AIM OF THE EXERCISE: Using the records below, locate all lines containing "bridge" and return them.

RECORDS TO PROCESS:
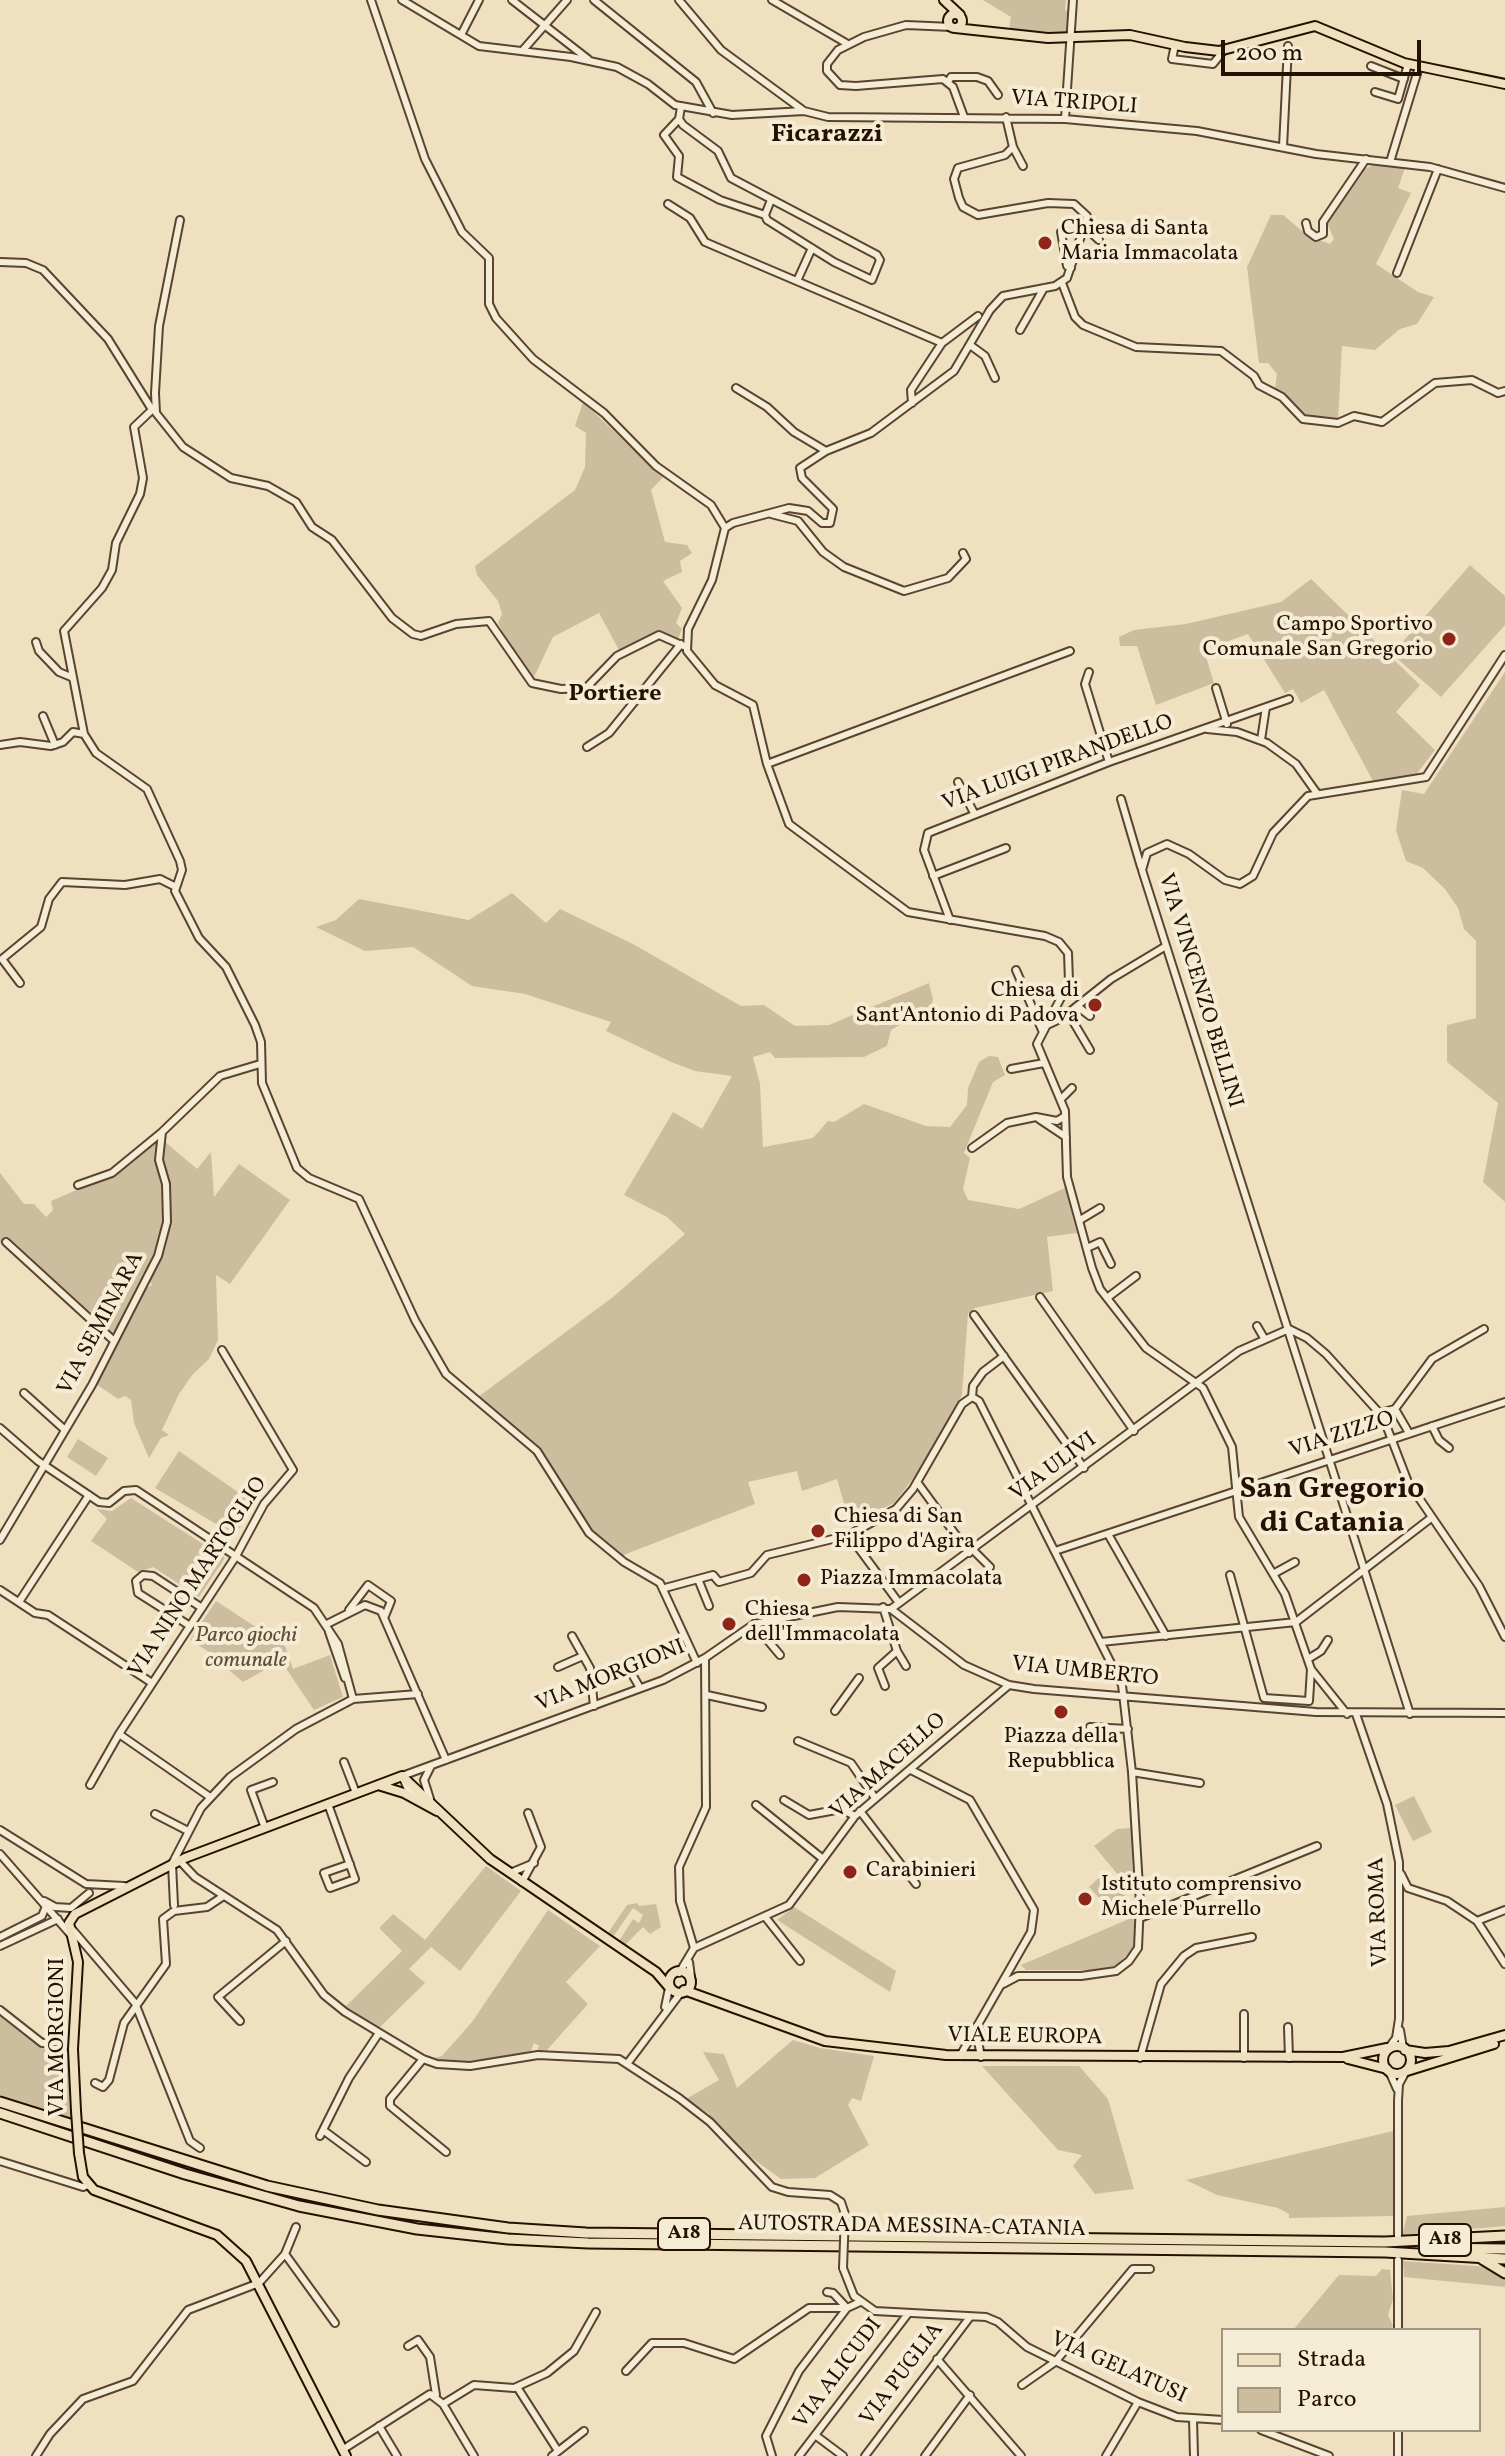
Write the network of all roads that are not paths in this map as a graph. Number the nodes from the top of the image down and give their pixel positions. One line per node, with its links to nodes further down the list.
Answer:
1 (371, 0): 69 (street)
2 (402, 0): 13 (street)
3 (479, 0): 13 (street)
4 (512, 0): 12 (street)
5 (567, 0): 12 (street)
6 (594, 0): 31 (street)
7 (679, 0): 30 (street, VIA TRIPOLI)
8 (772, 0): 15 (street)
9 (943, 0): 11 (main road)
10 (1073, 0): 14 (street)
11 (956, 22): 14 (main road); 15 (street)
12 (545, 26): 18 (street); 20 (street)
13 (461, 35): 18 (street)
14 (1070, 38): 16 (main road); 35 (street)
15 (846, 43): 25 (street)
16 (1175, 45): 19 (main road); 19 (street)
17 (1288, 46): 37 (street)
18 (523, 50): 20 (street)
19 (1224, 50): 21 (main road)
20 (590, 61): 29 (street)
21 (1408, 64): 23 (main road); 24 (street)
22 (1371, 66): 24 (street)
23 (1419, 67): 26 (main road); 39 (street)
24 (1404, 79): 27 (street)
25 (948, 82): 28 (street); 32 (street)
26 (1505, 84)
27 (1375, 92)
28 (998, 95)
29 (681, 107): 31 (street); 34 (street)
30 (804, 111): 31 (street); 32 (street, VIA TRIPOLI)
31 (713, 113)
32 (964, 117): 33 (street, VIA TRIPOLI)
33 (1006, 117): 35 (street, VIA TRIPOLI); 36 (street)
34 (679, 119): 43 (street); 45 (street)
35 (1065, 119): 37 (street, VIA TRIPOLI)
36 (1013, 147): 40 (street); 48 (street)
37 (1283, 147): 38 (street, VIA TRIPOLI)
38 (1366, 159): 39 (street, VIA TRIPOLI); 47 (street)
39 (1390, 162): 41 (street, VIA TRIPOLI)
40 (1023, 166)
41 (1438, 169): 42 (street, VIA TRIPOLI); 54 (street)
42 (1505, 188)
43 (771, 200): 45 (street); 51 (street)
44 (668, 204): 55 (street)
45 (765, 215): 51 (street)
46 (180, 220): 66 (street)
47 (1306, 223)
48 (1085, 227): 50 (street); 53 (street)
49 (1061, 232): 53 (street)
50 (1099, 240)
51 (812, 248): 55 (street)
52 (0, 262): 66 (street)
53 (1071, 268): 56 (street)
54 (1397, 273)
55 (797, 281): 60 (street)
56 (1062, 283): 57 (street); 64 (street)
57 (1044, 288): 59 (street); 61 (street)
58 (978, 316): 60 (street)
59 (1020, 330)
60 (942, 343): 65 (street)
61 (970, 345): 62 (street); 65 (street)
62 (995, 378)
63 (736, 388): 67 (street)
64 (1505, 391)
65 (912, 403): 67 (street)
66 (152, 410): 72 (street); 76 (street)
67 (826, 451): 68 (street)
68 (771, 514): 69 (street); 70 (street)
69 (725, 528): 72 (street)
70 (963, 553)
71 (36, 642): 76 (street)
72 (684, 645): 88 (street); 90 (street)
73 (1070, 651): 90 (street)
74 (1505, 655): 92 (street)
75 (1089, 672): 89 (street)
76 (71, 677): 84 (street)
77 (1216, 688): 81 (street)
78 (1289, 699): 79 (street, VIA LUIGI PIRANDELLO)
79 (1266, 707): 81 (street, VIA LUIGI PIRANDELLO); 85 (street)
80 (43, 716): 87 (street)
81 (1227, 721): 82 (street, VIA LUIGI PIRANDELLO); 83 (street)
82 (1206, 729): 83 (street); 89 (street, VIA LUIGI PIRANDELLO)
83 (1228, 731): 85 (street)
84 (84, 734): 87 (street); 98 (street)
85 (1261, 740): 92 (street)
86 (0, 745): 87 (street)
87 (55, 745)
88 (587, 747)
89 (1109, 762): 94 (street, VIA LUIGI PIRANDELLO)
90 (767, 764): 99 (street)
91 (958, 782): 94 (street)
92 (1316, 792): 96 (street, VIA VINCENZO BELLINI)
93 (1121, 799): 96 (street)
94 (974, 813): 97 (street, VIA LUIGI PIRANDELLO)
95 (1006, 848): 97 (street)
96 (1142, 870): 100 (street, VIA VINCENZO BELLINI)
97 (933, 876): 99 (street, VIA LUIGI PIRANDELLO)
98 (174, 886): 102 (street); 109 (street)
99 (950, 920): 106 (street)
100 (1166, 946): 103 (street); 129 (street, VIA VINCENZO BELLINI)
101 (1016, 970): 106 (street)
102 (20, 983)
103 (1077, 1006): 104 (street); 105 (street)
104 (1068, 1013): 106 (street); 107 (street)
105 (1090, 1016)
106 (1044, 1028): 108 (street)
107 (1090, 1050)
108 (1044, 1063): 110 (street); 112 (street)
109 (260, 1064): 115 (street); 168 (street)
110 (1011, 1069)
111 (1072, 1088): 112 (street)
112 (1061, 1099): 113 (street)
113 (1065, 1116): 114 (street); 116 (street)
114 (1036, 1117): 116 (street); 117 (street)
115 (162, 1132): 118 (street); 132 (street, VIA SEMINARA)
116 (1066, 1137): 120 (street)
117 (972, 1148)
118 (78, 1185)
119 (1100, 1208): 120 (street)
120 (1080, 1220): 122 (street)
121 (6, 1242): 132 (street)
122 (1087, 1248): 123 (street); 126 (street)
123 (1111, 1264)
124 (1136, 1276): 126 (street)
125 (1040, 1297): 144 (street)
126 (1107, 1298): 135 (street)
127 (974, 1315): 134 (street)
128 (1257, 1326): 131 (street)
129 (1289, 1329): 131 (street, VIA ULIVI); 140 (street); 148 (street, VIA VINCENZO BELLINI)
130 (1484, 1329): 139 (street)
131 (1264, 1338): 135 (street, VIA ULIVI)
132 (113, 1340): 143 (street, VIA SEMINARA)
133 (222, 1350): 161 (street, VIA NINO MARTOGLIO)
134 (1004, 1356): 137 (street); 150 (street)
135 (1199, 1384): 144 (street, VIA ULIVI); 152 (street)
136 (24, 1393): 143 (street)
137 (972, 1397): 151 (street); 154 (street)
138 (1505, 1402): 141 (street, VIA ZIZZO)
139 (1396, 1408): 140 (street); 145 (street)
140 (1377, 1411): 146 (street)
141 (1432, 1426): 145 (street, VIA ZIZZO); 147 (street)
142 (0, 1428): 149 (street)
143 (65, 1430): 149 (street, VIA SEMINARA)
144 (1134, 1431): 150 (street, VIA ULIVI)
145 (1409, 1433): 146 (street, VIA ZIZZO)
146 (1392, 1438): 148 (street, VIA ZIZZO); 155 (street)
147 (1449, 1448)
148 (1330, 1460): 152 (street, VIA ZIZZO); 164 (street, VIA VINCENZO BELLINI)
149 (45, 1464): 153 (street); 158 (street, VIA SEMINARA)
150 (1084, 1468): 154 (street, VIA ULIVI)
151 (917, 1482): 157 (street); 160 (street)
152 (1234, 1491): 156 (street, VIA ZIZZO); 165 (street)
153 (89, 1495): 161 (street); 170 (street)
154 (1032, 1506): 159 (street); 160 (street, VIA ULIVI)
155 (1431, 1518): 164 (street); 184 (street)
156 (1108, 1534): 159 (street, VIA ZIZZO); 183 (street)
157 (849, 1535): 167 (street); 171 (street)
158 (0, 1540)
159 (1055, 1551): 186 (street)
160 (971, 1552): 163 (street); 171 (street, VIA ULIVI)
161 (236, 1556): 173 (street, VIA NINO MARTOGLIO); 178 (street)
162 (1295, 1562): 165 (street)
163 (990, 1567)
164 (1365, 1569): 177 (street); 212 (street, VIA VINCENZO BELLINI)
165 (1273, 1574): 177 (street)
166 (1230, 1575): 181 (street)
167 (698, 1579): 168 (street); 172 (street)
168 (665, 1588): 192 (street)
169 (0, 1590): 170 (street)
170 (19, 1602): 198 (street)
171 (899, 1603): 174 (street, VIA ULIVI)
172 (709, 1606)
173 (202, 1608): 180 (street, VIA NINO MARTOGLIO); 180 (street)
174 (887, 1608): 179 (street); 187 (street); 199 (street, VIA UMBERTO)
175 (347, 1612): 176 (street); 176 (street); 178 (street)
176 (385, 1616): 202 (street)
177 (1296, 1622): 181 (street); 191 (street)
178 (327, 1624): 205 (street)
179 (754, 1624): 188 (street); 190 (street)
180 (190, 1626): 198 (street, VIA NINO MARTOGLIO)
181 (1246, 1628): 183 (street); 196 (street)
182 (572, 1636): 189 (street)
183 (1166, 1636): 186 (street)
184 (1505, 1637)
185 (1328, 1640): 191 (street)
186 (1101, 1642): 204 (street)
187 (897, 1651): 193 (street); 200 (street)
188 (780, 1655)
189 (583, 1656): 194 (street); 206 (street)
190 (705, 1658): 192 (street, VIA MORGIONI); 203 (street)
191 (1308, 1659): 196 (street)
192 (697, 1663): 201 (street, VIA MORGIONI)
193 (906, 1666)
194 (558, 1667)
195 (629, 1669): 201 (street)
196 (1311, 1669): 210 (street)
197 (859, 1678): 208 (street)
198 (152, 1683): 215 (street, VIA NINO MARTOGLIO)
199 (1009, 1685): 204 (street, VIA UMBERTO); 220 (street, VIA MACELLO)
200 (885, 1686)
201 (640, 1688): 206 (street, VIA MORGIONI)
202 (418, 1694): 205 (street); 217 (street)
203 (707, 1695): 207 (street); 271 (street)
204 (1125, 1697): 210 (street, VIA UMBERTO); 214 (street)
205 (353, 1699): 228 (street)
206 (594, 1706): 217 (street, VIA MORGIONI)
207 (762, 1707)
208 (835, 1711)
209 (1505, 1713): 212 (street)
210 (1347, 1714): 211 (street, VIA UMBERTO)
211 (1356, 1714): 212 (street); 247 (street, VIA ROMA)
212 (1410, 1714)
213 (1090, 1727): 214 (street)
214 (1128, 1729): 221 (street)
215 (119, 1734): 225 (street, VIA NINO MARTOGLIO); 228 (street)
216 (798, 1741): 229 (street)
217 (446, 1760): 219 (street, VIA MORGIONI)
218 (344, 1762): 227 (street)
219 (431, 1766): 222 (street, VIA MORGIONI); 231 (street)
220 (911, 1770): 229 (street, VIA MACELLO); 276 (street)
221 (1132, 1772): 224 (street); 262 (street)
222 (402, 1776): 226 (main road, VIA MORGIONI); 231 (main road)
223 (273, 1782): 237 (street)
224 (1200, 1783)
225 (90, 1785)
226 (378, 1785): 227 (main road, VIA MORGIONI); 231 (main road)
227 (356, 1793): 232 (main road, VIA MORGIONI)
228 (210, 1797): 239 (street)
229 (875, 1798): 236 (street, VIA MACELLO)
230 (784, 1800): 236 (street)
231 (428, 1802): 248 (main road)
232 (328, 1804): 237 (main road, VIA MORGIONI); 246 (street)
233 (756, 1805): 243 (street)
234 (528, 1813): 245 (street)
235 (155, 1814): 239 (street)
236 (858, 1814): 243 (street, VIA MACELLO); 251 (street)
237 (265, 1828): 244 (main road, VIA MORGIONI)
238 (0, 1830): 250 (street)
239 (188, 1831): 240 (street)
240 (183, 1845): 244 (street); 244 (street)
241 (1317, 1846): 262 (street)
242 (0, 1854): 255 (street, VIA MORGIONI)
243 (823, 1859): 261 (street, VIA MACELLO)
244 (179, 1861): 252 (main road, VIA MORGIONI); 254 (street); 257 (street)
245 (534, 1863): 248 (street); 249 (street)
246 (350, 1864): 246 (street)
247 (1400, 1866): 253 (street); 256 (street, VIA ROMA)
248 (510, 1873): 249 (main road)
249 (522, 1882): 278 (main road)
250 (86, 1884): 252 (street); 259 (street)
251 (916, 1884)
252 (127, 1886): 259 (main road, VIA MORGIONI)
253 (1415, 1891): 256 (street); 264 (street)
254 (222, 1897): 269 (street); 286 (street)
255 (41, 1899): 258 (street, VIA MORGIONI); 259 (street)
256 (1401, 1901): 291 (street, VIA ROMA)
257 (174, 1905)
258 (46, 1906): 263 (street, VIA MORGIONI); 266 (street)
259 (82, 1907): 265 (main road, VIA MORGIONI)
260 (1505, 1910): 264 (street)
261 (766, 1918): 271 (street, VIA MACELLO); 273 (street)
262 (1140, 1918): 280 (street)
263 (58, 1919): 268 (street, VIA MORGIONI); 270 (street)
264 (1477, 1921): 277 (street)
265 (71, 1923): 268 (main road); 272 (street, VIA MORGIONI)
266 (0, 1937)
267 (1252, 1937): 302 (street)
268 (74, 1939): 274 (main road, VIA MORGIONI)
269 (286, 1941): 292 (street); 294 (street)
270 (0, 1946)
271 (694, 1948): 275 (street)
272 (92, 1951): 274 (street); 286 (street, VIA MORGIONI)
273 (800, 1961)
274 (78, 1962): 315 (main road, VIA MORGIONI, bridge)
275 (689, 1962): 279 (street); 281 (street)
276 (1014, 1964): 280 (street); 282 (street)
277 (1505, 1964)
278 (656, 1972): 279 (main road); 283 (main road)
279 (677, 1974): 281 (main road); 283 (main road)
280 (1029, 1975): 282 (street)
281 (691, 1979): 284 (main road); 285 (main road)
282 (1003, 1984): 290 (street)
283 (669, 1987): 284 (main road, VIALE EUROPA); 288 (street)
284 (683, 1990): 285 (main road, VIALE EUROPA); 288 (street)
285 (714, 1999): 299 (main road, VIALE EUROPA)
286 (135, 2003): 309 (street); 313 (street, VIA MORGIONI)
287 (0, 2010): 296 (street)
288 (664, 2011): 306 (street)
289 (1244, 2014): 303 (street)
290 (985, 2015): 299 (street); 300 (street)
291 (1399, 2019): 297 (street); 298 (street)
292 (240, 2021)
293 (1288, 2027): 304 (street)
294 (379, 2033): 305 (street); 317 (street)
295 (1505, 2038): 298 (main road); 308 (main road)
296 (59, 2042)
297 (1389, 2047): 298 (main road); 301 (main road); 307 (main road)
298 (1404, 2049): 308 (main road)
299 (960, 2056): 300 (main road, VIALE EUROPA)
300 (981, 2057): 302 (main road, VIALE EUROPA)
301 (1343, 2057): 304 (main road, VIALE EUROPA); 307 (main road)
302 (1140, 2058): 303 (main road, VIALE EUROPA)
303 (1244, 2058): 304 (main road, VIALE EUROPA)
304 (1289, 2058)
305 (423, 2059): 306 (street); 314 (street)
306 (627, 2064): 333 (street, bridge)
307 (1388, 2070): 308 (main road); 310 (street)
308 (1406, 2072): 310 (street)
309 (99, 2085)
310 (1398, 2101): 321 (street)
311 (0, 2102): 322 (highway, AUTOSTRADA MESSINA-CATANIA / A18)
312 (0, 2113): 323 (highway, AUTOSTRADA MESSINA-CATANIA / A18)
313 (200, 2148)
314 (446, 2152)
315 (80, 2158): 318 (street); 319 (main road, VIA MORGIONI)
316 (0, 2161): 318 (street)
317 (366, 2162)
318 (64, 2182): 319 (street)
319 (88, 2185): 331 (main road)
320 (296, 2227): 325 (street)
321 (1398, 2236)
322 (1504, 2237)
323 (540, 2241): 326 (highway, AUTOSTRADA MESSINA-CATANIA / A18); 326 (highway)
324 (1505, 2250): 326 (highway)
325 (285, 2254): 331 (street); 338 (street)
326 (1487, 2255): 328 (highway, AUTOSTRADA MESSINA-CATANIA / A18); 330 (highway)
327 (1398, 2260): 339 (street)
328 (1505, 2260)
329 (1150, 2269): 342 (street)
330 (1505, 2273)
331 (259, 2283): 357 (main road); 359 (street)
332 (827, 2292): 334 (street)
333 (860, 2302): 334 (street); 336 (street, VIA GELATUSI)
334 (847, 2308): 343 (street); 362 (street)
335 (596, 2312): 345 (street)
336 (907, 2315): 337 (street, VIA GELATUSI); 356 (street, VIA ALICUDI)
337 (970, 2317): 341 (street, VIA PUGLIA); 342 (street, VIA GELATUSI)
338 (335, 2323)
339 (1398, 2328)
340 (408, 2346): 346 (street)
341 (937, 2359): 347 (street); 365 (street, VIA PUGLIA)
342 (1055, 2362): 344 (street); 348 (street, VIA GELATUSI)
343 (626, 2371)
344 (1022, 2385)
345 (517, 2387): 349 (street); 358 (street)
346 (436, 2395): 349 (street); 352 (street)
347 (970, 2395): 366 (street); 367 (street)
348 (1138, 2402): 350 (street, VIA GELATUSI); 368 (street)
349 (443, 2404): 361 (street)
350 (1193, 2419): 351 (street, VIA GELATUSI); 369 (street)
351 (1221, 2420)
352 (379, 2426): 357 (street); 360 (street)
353 (584, 2431): 358 (street)
354 (1266, 2432): 370 (street)
355 (1398, 2432): 371 (street)
356 (815, 2435): 363 (street, VIA ALICUDI); 364 (street)
357 (344, 2453)
358 (555, 2454)
359 (36, 2456)
360 (397, 2456)
361 (474, 2456)
362 (772, 2456)
363 (799, 2456)
364 (843, 2456)
365 (865, 2456)
366 (925, 2456)
367 (1021, 2456)
368 (1106, 2456)
369 (1194, 2456)
370 (1329, 2456)
371 (1398, 2456)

EXPECTED ANSWER:
274 (78, 1962): 315 (main road, VIA MORGIONI, bridge)
306 (627, 2064): 333 (street, bridge)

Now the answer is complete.